The Gorbachev revolution came home last week. Many of the words and images were familiar from last year's upheavals in Eastern Europe, but the setting was new: at the geographical and political center of the Communist world. This time it was not in Prague, Budapest or Leipzig but in Moscow that citizens thronged the streets with banners that could be loosely translated THROW THE BUMS OUT! This time it was in the Kremlin that the bums themselves seemed to take heed and the custodians of absolute power began the process of giving it up. And this time Mikhail Sergeyevich, the Commissar Liberator, was not somewhere over the horizon, letting it all happen. He was on the podium, making it happen.

In the revolutionary year of 1989, the world grew accustomed to the spectacle of ruling Communists stepping onto the slippery slope of power sharing, with no more enthusiasm than a condemned man mounting a scaffold, but with no more resistance either. However, that was in Eastern Europe, not the Soviet Union. The Soviet Union was different: it couldn't happen there.

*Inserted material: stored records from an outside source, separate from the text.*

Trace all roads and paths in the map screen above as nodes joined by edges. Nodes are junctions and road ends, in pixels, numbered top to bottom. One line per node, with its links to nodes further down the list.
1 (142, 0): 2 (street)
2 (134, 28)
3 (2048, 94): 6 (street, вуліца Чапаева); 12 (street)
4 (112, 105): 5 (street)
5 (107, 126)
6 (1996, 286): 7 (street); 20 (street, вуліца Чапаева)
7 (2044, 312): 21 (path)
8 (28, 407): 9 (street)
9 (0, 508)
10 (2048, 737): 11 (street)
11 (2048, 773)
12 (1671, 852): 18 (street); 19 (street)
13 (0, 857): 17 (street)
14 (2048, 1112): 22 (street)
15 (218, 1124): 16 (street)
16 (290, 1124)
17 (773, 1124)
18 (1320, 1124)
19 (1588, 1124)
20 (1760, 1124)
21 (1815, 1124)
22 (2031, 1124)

The conventional wisdom was promulgated by Kremlin and Kremlinologists alike. Yes, Gorbachev had created the conditions for the end of one-party rule in Poland, Hungary, East Germany, Czechoslovakia and Bulgaria by putting the regimes there on notice that they were on their own. But no, he could not, would not and probably should not give up the Communist monopoly in his own country.

The reasoning went like this. Despite his disillusion with "Soviet reality" and his aspirations for "humanitarian socialism," Gorbachev was neither Thomas Jefferson nor Vaclav Havel. He was Yuri Andropov's protege, the Stavropol chieftain who came to the big city and made good. He was still thought to be a devout Communist, a true believer in a creed that is, in its essence, monopolistic: there is one truth about how society should be ordered, and therefore one source of authority.

Then there was the imperial imperative for preserving the party's unchallenged position. While Gorbachev might have been willing to cut loose the U.S.S.R.'s colonies beyond its borders, he was also a Soviet patriot -- and besides, he valued his own skin. Therefore, he was emphatically not willing to let his sprawling, fractious country come apart at the seams and thus give his enemies the excuse they were looking for to cast him onto the dustheap of history.

The party, it was often said (including by one of Gorbachev's closest advisers as recently as November), was the one "all-union" institution that could exert the gravitational pull necessary to counteract the many centrifugal forces. Superimpose a multiparty system on a multinational empire, and soon Moscow would be the capital of a rump state called Russia.